Milrinone solubility in aqueous cosolvent solutions revisited: Inter/intra-molecular interactions, enthalpy-entropy compensation, and preferential solvation

Abstract

• Intermolecular interactions and charge distribution of milrinone were studied by MEPS and HS analysis. • Solvent effect was studied via linear solvation energy relationships. • Preferential solvation were investigated via inverse Kirkwood–Buff integrals method. • Transfer and dissolution properties together with enthalpy-entropy compensation was studied. Analysis of molecular electrostatic potential surface and Hirshfeld surface were severally employed here to probe into the overall charge distribution and inter/intra-molecular interactions of milrinone. H···H and N···H contacts predominate among all contact interactions and milrinone has powerful ability of hydrogen-bonding donor and acceptor. The solubility profile of milrinone was additionally illustrated by means of three-dimensional Hansen solubility parameters. The mole fraction solubility at 298.15 K in ethanol/ethylene glycol(EG)/isopropanol/ N , N -dimethylformamide(DMF) + water was inspected in the light of molecular interactions via the well-known linear solvation energy relationships. The solubility parameter, dipolarity-polarizability and hydrogen-bonding acidity of systems presented dominant contributions to the solubility variation. The inverse Kirkwood–Buff integrals was applied to probe the local compositions of milrinone in the aqueous solutions of co-solvent. Regarding the aqueous ethanol/isopropanol/DMF solutions within middle and ethanol/isopropanol/DMF-rich mole fractions, preferential solvation of milrinone by ethanol/isopropanol/DMF was observed.

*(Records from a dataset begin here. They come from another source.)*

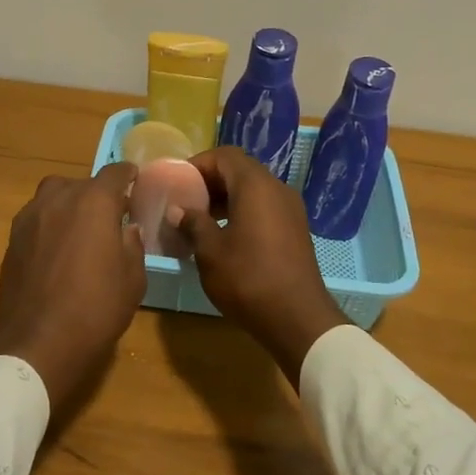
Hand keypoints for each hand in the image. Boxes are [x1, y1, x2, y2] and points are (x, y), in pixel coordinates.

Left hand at [0, 165, 145, 423]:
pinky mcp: (12, 239)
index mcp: (94, 202)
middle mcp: (59, 199)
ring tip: (80, 229)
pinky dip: (49, 224)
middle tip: (110, 217)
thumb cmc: (96, 308)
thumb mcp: (132, 279)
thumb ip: (133, 245)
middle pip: (81, 183)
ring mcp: (30, 217)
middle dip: (97, 194)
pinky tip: (57, 249)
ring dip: (69, 204)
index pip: (115, 173)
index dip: (128, 175)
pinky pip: (36, 218)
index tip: (135, 181)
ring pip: (53, 196)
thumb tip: (127, 228)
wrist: (38, 341)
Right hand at [175, 147, 347, 384]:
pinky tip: (225, 237)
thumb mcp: (210, 251)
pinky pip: (265, 207)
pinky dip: (243, 212)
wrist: (297, 318)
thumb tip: (179, 209)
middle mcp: (277, 189)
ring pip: (254, 190)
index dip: (199, 164)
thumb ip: (193, 223)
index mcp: (256, 186)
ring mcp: (291, 210)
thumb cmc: (248, 279)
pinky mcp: (296, 230)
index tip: (178, 182)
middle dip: (211, 181)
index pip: (225, 156)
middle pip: (240, 170)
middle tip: (186, 201)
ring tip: (201, 221)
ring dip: (227, 198)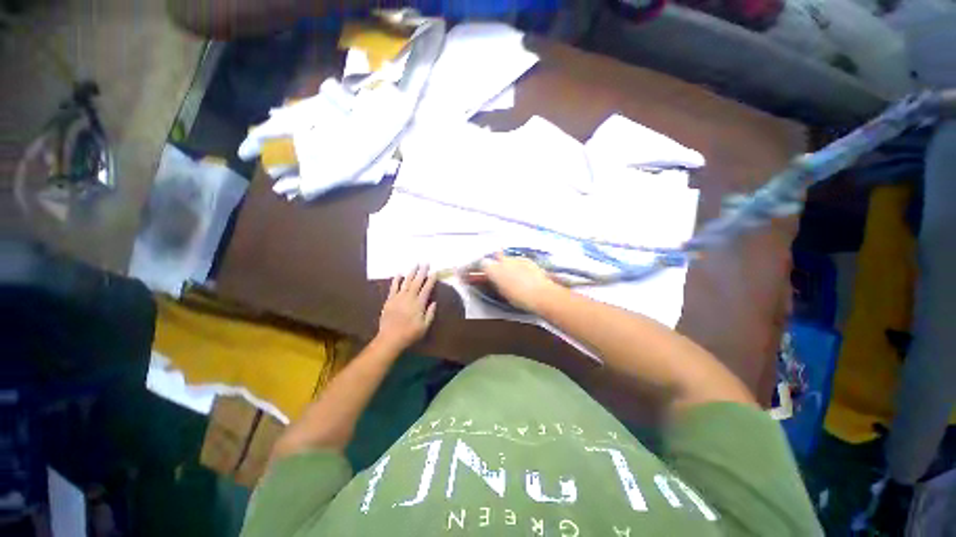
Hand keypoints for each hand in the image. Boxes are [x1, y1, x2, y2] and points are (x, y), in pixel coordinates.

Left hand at [376, 264, 437, 350]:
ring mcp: (398, 297)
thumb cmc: (410, 333)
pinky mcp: (390, 300)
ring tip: (415, 264)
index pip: (427, 288)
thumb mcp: (425, 326)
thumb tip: (434, 302)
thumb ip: (430, 313)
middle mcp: (409, 297)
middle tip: (426, 262)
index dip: (431, 280)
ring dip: (411, 272)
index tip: (435, 272)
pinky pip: (393, 287)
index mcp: (419, 304)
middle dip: (422, 272)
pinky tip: (399, 273)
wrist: (390, 338)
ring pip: (406, 282)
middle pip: (417, 282)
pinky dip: (396, 280)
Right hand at [480, 253, 560, 312]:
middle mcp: (504, 260)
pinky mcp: (528, 260)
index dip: (483, 268)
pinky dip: (519, 265)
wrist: (541, 294)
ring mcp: (517, 258)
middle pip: (496, 258)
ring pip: (509, 258)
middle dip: (497, 263)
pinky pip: (520, 261)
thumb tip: (494, 279)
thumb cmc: (519, 297)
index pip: (483, 263)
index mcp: (494, 270)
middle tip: (500, 274)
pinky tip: (524, 274)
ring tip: (514, 275)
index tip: (485, 273)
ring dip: (509, 264)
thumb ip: (496, 282)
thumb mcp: (502, 292)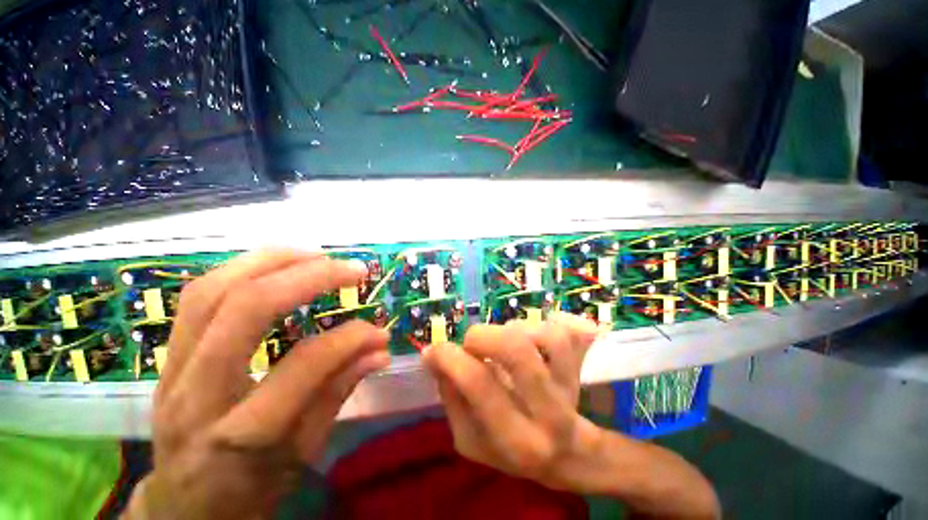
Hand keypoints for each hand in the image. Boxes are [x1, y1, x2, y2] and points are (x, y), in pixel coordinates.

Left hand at [130, 249, 389, 518]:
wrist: (179, 509)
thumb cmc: (247, 491)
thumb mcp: (301, 454)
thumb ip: (339, 392)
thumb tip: (380, 349)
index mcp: (239, 436)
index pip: (303, 366)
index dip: (350, 338)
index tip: (379, 329)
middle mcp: (195, 394)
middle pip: (243, 309)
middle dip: (308, 277)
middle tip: (352, 269)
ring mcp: (171, 369)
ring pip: (212, 290)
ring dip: (273, 261)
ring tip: (318, 255)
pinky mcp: (166, 356)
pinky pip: (199, 296)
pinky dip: (244, 270)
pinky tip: (279, 267)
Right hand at [422, 313, 605, 491]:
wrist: (570, 455)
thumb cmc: (513, 449)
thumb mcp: (471, 439)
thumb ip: (451, 398)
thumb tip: (434, 356)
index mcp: (517, 438)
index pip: (479, 384)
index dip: (450, 358)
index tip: (433, 350)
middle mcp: (549, 410)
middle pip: (516, 349)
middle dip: (483, 336)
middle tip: (473, 343)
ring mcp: (572, 383)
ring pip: (543, 333)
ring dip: (514, 330)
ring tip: (507, 345)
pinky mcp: (582, 363)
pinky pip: (567, 329)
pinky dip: (545, 324)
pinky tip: (535, 338)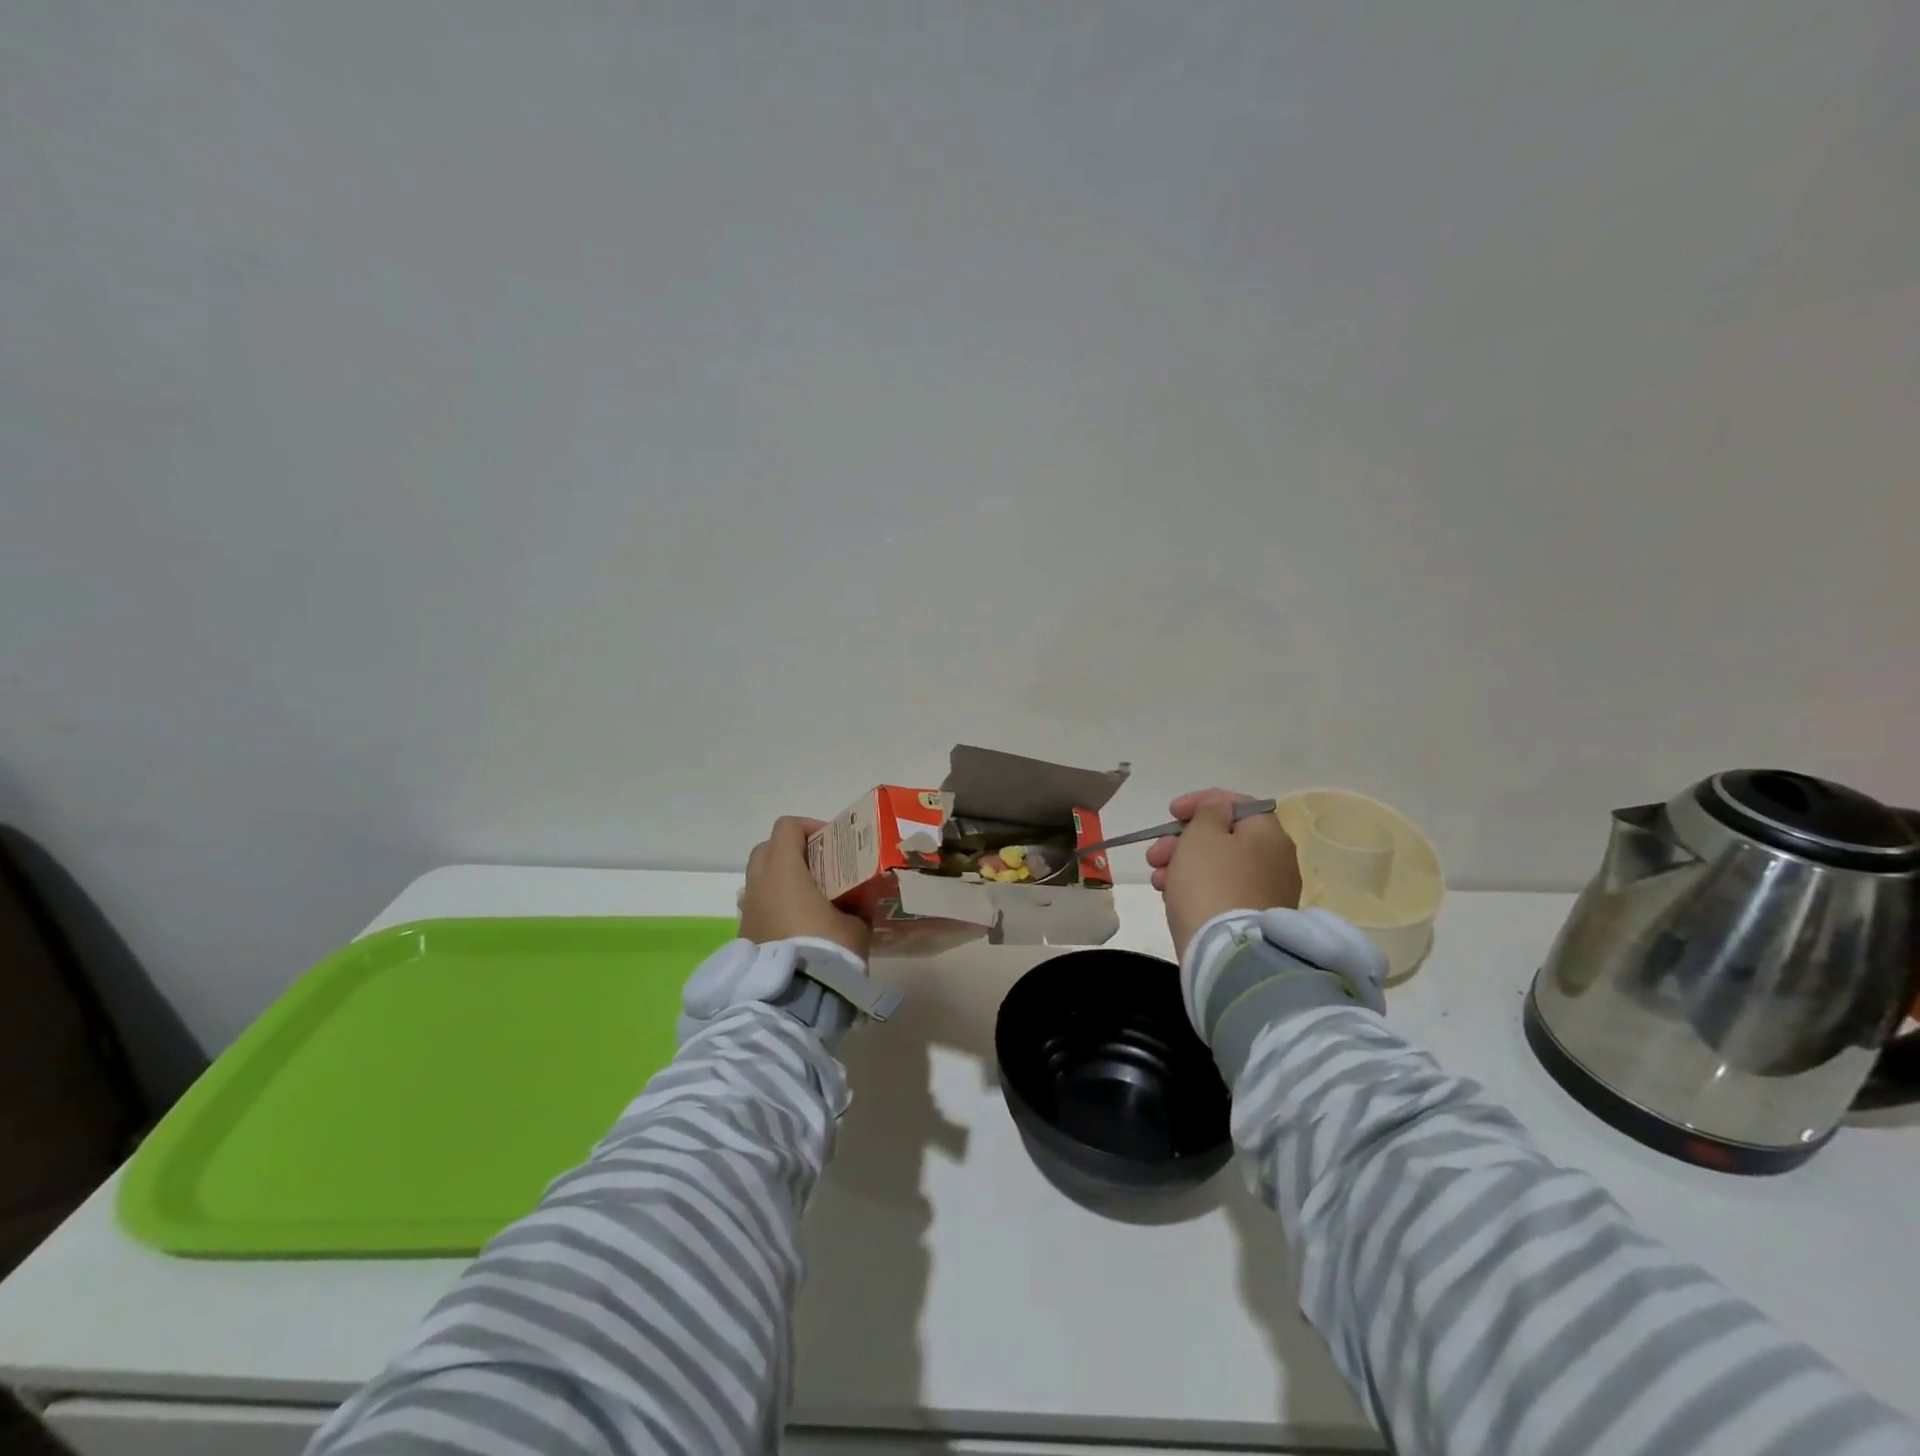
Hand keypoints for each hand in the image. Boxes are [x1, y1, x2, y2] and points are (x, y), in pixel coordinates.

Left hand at [740, 817, 869, 960]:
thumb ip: (855, 904)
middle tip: (821, 867)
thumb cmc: (825, 950)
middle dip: (792, 851)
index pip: (787, 827)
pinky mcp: (743, 937)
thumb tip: (858, 900)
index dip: (810, 827)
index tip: (832, 844)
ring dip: (781, 880)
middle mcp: (758, 884)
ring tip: (810, 899)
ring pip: (760, 879)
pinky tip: (798, 926)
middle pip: (767, 849)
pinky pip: (758, 907)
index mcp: (784, 870)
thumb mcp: (855, 925)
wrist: (790, 1002)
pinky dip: (775, 906)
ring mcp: (746, 911)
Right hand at [1145, 789, 1301, 959]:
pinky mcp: (1253, 919)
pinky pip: (1221, 892)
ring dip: (1183, 865)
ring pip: (1218, 866)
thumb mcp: (1202, 835)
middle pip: (1224, 837)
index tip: (1171, 812)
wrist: (1227, 953)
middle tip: (1155, 854)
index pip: (1236, 803)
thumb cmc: (1210, 883)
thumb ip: (1208, 811)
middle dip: (1183, 840)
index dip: (1200, 802)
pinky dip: (1195, 888)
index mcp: (1269, 834)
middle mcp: (1276, 860)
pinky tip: (1172, 898)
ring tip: (1157, 881)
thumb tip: (1219, 808)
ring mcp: (1268, 893)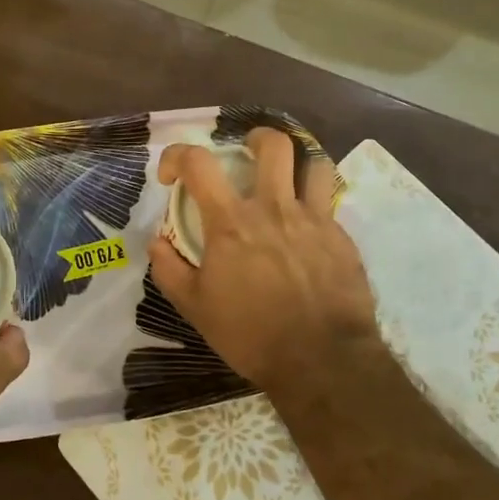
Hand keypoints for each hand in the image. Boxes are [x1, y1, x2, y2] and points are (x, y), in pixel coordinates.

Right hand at [150, 128, 379, 394]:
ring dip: (298, 164)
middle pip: (272, 144)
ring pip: (313, 163)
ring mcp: (313, 219)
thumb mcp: (195, 307)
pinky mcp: (342, 238)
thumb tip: (156, 241)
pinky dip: (315, 206)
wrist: (321, 361)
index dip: (177, 156)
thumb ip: (169, 269)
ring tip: (288, 179)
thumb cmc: (251, 334)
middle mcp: (273, 208)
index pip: (198, 162)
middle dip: (256, 138)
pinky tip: (309, 231)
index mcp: (231, 222)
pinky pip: (329, 204)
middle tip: (247, 153)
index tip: (173, 177)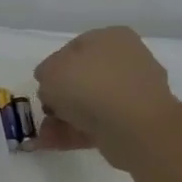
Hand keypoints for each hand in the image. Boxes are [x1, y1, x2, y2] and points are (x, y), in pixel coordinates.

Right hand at [32, 25, 181, 168]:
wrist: (133, 126)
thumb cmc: (88, 85)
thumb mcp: (49, 71)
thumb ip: (45, 73)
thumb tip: (52, 84)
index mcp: (111, 38)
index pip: (74, 49)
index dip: (53, 68)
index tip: (43, 86)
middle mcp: (128, 60)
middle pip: (83, 78)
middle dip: (60, 98)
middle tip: (46, 112)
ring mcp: (135, 92)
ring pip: (91, 103)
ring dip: (65, 118)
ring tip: (45, 136)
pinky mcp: (138, 121)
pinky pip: (101, 123)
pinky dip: (78, 132)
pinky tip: (56, 143)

Milrinone was not solvated favorably by EG molecule in above regions. The transfer and thermodynamic dissolution properties including entropy, enthalpy and Gibbs free energy change were derived. Moreover, the analysis of enthalpy-entropy compensation was carried out, stating that the milrinone solubility variation in solutions was controlled by two mechanisms, enthalpy-driven and entropy-driven.